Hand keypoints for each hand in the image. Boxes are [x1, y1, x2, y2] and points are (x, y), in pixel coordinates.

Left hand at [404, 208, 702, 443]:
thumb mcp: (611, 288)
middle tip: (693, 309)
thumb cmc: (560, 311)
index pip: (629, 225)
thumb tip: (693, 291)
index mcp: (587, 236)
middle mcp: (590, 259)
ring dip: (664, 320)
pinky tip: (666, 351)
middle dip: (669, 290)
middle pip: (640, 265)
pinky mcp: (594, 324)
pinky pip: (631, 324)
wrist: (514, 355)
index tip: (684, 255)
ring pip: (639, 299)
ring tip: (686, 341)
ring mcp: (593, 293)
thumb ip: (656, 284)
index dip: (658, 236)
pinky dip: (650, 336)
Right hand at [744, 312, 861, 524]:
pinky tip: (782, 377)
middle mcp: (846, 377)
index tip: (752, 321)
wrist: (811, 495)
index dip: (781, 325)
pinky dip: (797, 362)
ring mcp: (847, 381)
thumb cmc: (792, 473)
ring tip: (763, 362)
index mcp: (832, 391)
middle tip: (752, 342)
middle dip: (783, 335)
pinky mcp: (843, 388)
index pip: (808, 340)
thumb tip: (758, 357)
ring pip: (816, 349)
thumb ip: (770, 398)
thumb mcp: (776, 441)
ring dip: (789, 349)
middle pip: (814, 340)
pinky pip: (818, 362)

**Work item**: Print again the lines of the entries above that fall between the line holding "Left hand at" and the line holding "thumb ip: (770, 398)", inclusive, exactly as they stand.

**Result for this exercise**:
Left hand at [404, 208, 702, 443]:
thumb mcp: (611, 288)
middle tip: (693, 309)
thumb cmc: (560, 311)
index pip: (629, 225)
thumb tip: (693, 291)
index mcp: (587, 236)
middle mcp: (590, 259)
ring dip: (664, 320)
pinky tip: (666, 351)
middle dip: (669, 290)
middle pip: (640, 265)
pinky mcp: (594, 324)
pinky pip: (631, 324)
wrist: (514, 355)
index tip: (684, 255)
ring pip: (639, 299)
ring tip: (686, 341)
ring mcp: (593, 293)
thumb ip: (656, 284)
index dip: (658, 236)
pinky dip: (650, 336)
Right hand at [744, 312, 861, 524]:
pinky tip: (782, 377)
middle mcp: (846, 377)
index tip: (752, 321)
wrist: (811, 495)
index dip: (781, 325)
pinky dip: (797, 362)
ring mcp: (847, 381)
thumb cmc: (792, 473)
ring tip: (763, 362)
index mcp: (832, 391)
middle tip: (752, 342)
middle dip: (783, 335)
pinky mcp: (843, 388)
index pip: (808, 340)
thumb tip: (758, 357)
ring pip: (816, 349)
thumb ip: (770, 398)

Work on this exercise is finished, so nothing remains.